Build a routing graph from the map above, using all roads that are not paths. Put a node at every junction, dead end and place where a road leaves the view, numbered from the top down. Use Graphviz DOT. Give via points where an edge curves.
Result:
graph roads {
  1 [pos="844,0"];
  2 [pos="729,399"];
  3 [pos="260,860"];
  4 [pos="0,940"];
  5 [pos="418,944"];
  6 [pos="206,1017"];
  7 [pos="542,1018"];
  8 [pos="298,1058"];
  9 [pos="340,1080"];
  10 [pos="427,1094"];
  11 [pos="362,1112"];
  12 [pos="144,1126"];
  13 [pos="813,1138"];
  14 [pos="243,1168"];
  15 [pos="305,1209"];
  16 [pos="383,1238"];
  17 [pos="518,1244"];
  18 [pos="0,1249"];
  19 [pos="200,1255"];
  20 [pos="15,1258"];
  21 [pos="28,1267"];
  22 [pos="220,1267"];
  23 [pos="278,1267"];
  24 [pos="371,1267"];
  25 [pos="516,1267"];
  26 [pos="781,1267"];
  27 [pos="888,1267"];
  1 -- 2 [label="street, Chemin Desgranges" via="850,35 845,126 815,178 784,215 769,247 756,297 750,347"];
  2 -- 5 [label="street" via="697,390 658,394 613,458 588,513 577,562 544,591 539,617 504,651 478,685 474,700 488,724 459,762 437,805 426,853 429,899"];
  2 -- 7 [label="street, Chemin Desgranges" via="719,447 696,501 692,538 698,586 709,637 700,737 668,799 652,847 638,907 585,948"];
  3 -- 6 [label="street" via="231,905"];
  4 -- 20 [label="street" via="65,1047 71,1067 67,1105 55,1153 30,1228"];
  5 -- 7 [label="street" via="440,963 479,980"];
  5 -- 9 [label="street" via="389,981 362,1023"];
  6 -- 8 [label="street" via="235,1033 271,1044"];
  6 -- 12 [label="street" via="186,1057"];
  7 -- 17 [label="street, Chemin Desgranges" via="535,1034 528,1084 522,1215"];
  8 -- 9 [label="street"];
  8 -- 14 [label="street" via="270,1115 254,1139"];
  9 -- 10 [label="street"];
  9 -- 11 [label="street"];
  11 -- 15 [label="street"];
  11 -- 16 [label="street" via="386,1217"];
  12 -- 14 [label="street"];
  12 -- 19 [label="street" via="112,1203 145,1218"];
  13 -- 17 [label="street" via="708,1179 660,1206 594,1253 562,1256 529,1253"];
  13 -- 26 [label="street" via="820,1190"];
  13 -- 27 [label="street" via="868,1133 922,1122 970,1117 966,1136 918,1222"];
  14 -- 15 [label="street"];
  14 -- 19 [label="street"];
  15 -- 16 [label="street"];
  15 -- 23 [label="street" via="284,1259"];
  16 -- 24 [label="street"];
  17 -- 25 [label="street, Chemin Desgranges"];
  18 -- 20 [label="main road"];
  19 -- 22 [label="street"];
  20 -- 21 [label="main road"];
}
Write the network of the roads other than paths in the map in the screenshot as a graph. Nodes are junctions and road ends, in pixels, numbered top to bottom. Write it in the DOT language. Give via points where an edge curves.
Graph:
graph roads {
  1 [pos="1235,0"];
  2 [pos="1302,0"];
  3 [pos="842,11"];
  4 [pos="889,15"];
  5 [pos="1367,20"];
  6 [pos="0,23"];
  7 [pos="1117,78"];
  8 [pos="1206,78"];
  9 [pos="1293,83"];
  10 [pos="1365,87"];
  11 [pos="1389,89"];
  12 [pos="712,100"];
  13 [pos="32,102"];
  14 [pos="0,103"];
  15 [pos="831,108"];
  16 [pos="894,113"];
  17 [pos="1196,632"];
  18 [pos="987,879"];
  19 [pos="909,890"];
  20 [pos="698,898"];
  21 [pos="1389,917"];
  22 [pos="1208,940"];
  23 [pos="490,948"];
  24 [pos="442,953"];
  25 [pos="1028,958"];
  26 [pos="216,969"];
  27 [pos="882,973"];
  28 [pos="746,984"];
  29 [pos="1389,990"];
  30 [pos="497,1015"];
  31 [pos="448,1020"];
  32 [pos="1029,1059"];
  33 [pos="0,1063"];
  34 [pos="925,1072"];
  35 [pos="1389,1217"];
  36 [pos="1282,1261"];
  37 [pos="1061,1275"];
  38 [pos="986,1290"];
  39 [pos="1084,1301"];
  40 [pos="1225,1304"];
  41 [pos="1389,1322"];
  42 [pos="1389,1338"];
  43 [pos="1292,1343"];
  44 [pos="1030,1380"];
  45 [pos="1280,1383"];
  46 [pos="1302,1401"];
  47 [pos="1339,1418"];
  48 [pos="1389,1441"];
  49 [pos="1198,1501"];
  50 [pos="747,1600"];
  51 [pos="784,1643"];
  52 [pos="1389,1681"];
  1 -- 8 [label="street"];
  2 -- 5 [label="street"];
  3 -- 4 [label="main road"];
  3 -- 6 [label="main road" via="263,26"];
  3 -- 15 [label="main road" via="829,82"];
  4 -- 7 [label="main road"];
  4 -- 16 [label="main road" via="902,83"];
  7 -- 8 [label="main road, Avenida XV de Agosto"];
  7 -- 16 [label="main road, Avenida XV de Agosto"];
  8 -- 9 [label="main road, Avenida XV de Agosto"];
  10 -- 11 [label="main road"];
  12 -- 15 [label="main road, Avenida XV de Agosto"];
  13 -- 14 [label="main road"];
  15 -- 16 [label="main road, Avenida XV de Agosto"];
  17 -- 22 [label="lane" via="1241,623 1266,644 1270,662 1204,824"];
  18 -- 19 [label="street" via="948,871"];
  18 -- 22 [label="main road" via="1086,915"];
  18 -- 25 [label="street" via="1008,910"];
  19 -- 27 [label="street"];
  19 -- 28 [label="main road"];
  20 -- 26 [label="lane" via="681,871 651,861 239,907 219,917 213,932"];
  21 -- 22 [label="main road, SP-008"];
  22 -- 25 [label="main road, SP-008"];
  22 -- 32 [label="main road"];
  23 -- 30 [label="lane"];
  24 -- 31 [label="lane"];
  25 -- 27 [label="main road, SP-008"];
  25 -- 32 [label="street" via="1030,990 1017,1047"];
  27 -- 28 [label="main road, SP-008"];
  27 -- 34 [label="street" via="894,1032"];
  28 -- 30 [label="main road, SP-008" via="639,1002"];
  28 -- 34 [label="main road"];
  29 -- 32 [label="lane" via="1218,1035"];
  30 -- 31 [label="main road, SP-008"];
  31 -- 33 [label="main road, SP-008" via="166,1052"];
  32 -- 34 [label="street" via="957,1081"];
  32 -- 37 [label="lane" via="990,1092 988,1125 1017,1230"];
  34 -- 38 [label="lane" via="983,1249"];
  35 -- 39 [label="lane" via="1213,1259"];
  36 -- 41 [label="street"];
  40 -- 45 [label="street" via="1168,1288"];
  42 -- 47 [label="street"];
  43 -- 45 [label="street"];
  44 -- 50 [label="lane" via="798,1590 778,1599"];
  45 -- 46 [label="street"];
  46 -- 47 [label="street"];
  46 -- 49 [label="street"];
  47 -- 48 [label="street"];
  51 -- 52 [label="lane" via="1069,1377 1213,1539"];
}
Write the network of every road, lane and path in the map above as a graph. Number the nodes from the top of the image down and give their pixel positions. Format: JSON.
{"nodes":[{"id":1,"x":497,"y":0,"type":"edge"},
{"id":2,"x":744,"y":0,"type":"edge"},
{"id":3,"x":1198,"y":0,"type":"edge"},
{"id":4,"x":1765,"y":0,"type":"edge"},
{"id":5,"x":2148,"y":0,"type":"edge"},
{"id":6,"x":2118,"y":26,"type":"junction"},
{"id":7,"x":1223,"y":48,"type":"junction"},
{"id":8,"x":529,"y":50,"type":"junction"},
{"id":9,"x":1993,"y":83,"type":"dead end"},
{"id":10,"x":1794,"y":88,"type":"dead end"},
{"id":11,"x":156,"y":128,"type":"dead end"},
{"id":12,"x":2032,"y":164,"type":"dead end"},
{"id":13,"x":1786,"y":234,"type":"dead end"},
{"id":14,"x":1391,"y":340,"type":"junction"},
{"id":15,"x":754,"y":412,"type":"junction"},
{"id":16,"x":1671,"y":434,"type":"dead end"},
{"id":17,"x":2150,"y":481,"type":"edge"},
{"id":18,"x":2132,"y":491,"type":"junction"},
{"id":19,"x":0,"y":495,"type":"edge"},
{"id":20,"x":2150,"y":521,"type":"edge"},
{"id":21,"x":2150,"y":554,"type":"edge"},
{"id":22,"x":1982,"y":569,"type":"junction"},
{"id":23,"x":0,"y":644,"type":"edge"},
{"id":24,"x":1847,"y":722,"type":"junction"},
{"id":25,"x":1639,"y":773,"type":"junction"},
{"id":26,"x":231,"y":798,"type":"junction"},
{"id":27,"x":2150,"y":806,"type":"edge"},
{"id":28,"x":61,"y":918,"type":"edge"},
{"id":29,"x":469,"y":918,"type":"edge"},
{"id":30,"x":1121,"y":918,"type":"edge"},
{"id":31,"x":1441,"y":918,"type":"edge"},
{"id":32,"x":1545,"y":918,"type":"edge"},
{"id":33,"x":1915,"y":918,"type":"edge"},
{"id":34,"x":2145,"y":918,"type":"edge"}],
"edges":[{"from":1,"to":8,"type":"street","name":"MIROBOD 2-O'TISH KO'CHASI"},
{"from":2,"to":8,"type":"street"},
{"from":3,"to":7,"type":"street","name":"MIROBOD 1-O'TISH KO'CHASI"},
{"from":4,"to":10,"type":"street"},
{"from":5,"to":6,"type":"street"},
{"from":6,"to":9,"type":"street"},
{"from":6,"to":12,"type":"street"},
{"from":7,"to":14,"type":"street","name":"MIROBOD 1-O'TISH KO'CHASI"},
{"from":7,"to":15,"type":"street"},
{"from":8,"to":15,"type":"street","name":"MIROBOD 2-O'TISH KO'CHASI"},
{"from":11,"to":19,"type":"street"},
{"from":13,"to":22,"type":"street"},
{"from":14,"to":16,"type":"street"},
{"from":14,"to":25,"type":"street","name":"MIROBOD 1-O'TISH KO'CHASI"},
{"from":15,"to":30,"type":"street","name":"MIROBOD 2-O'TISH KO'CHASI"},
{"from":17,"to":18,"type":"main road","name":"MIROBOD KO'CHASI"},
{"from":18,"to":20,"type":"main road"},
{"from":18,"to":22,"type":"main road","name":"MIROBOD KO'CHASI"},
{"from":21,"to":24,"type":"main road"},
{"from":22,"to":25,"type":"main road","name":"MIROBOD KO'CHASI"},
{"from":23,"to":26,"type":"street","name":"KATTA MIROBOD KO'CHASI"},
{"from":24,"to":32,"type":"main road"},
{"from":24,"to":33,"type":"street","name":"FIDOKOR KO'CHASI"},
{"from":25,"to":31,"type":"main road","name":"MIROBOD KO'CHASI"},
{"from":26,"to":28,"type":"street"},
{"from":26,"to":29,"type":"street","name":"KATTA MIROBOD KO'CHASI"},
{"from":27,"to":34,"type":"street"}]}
★ ★ ★
### Exercise prompt:
Tell how many lines in the material above include the word "Avenida", giving the number only.

### Solution:
5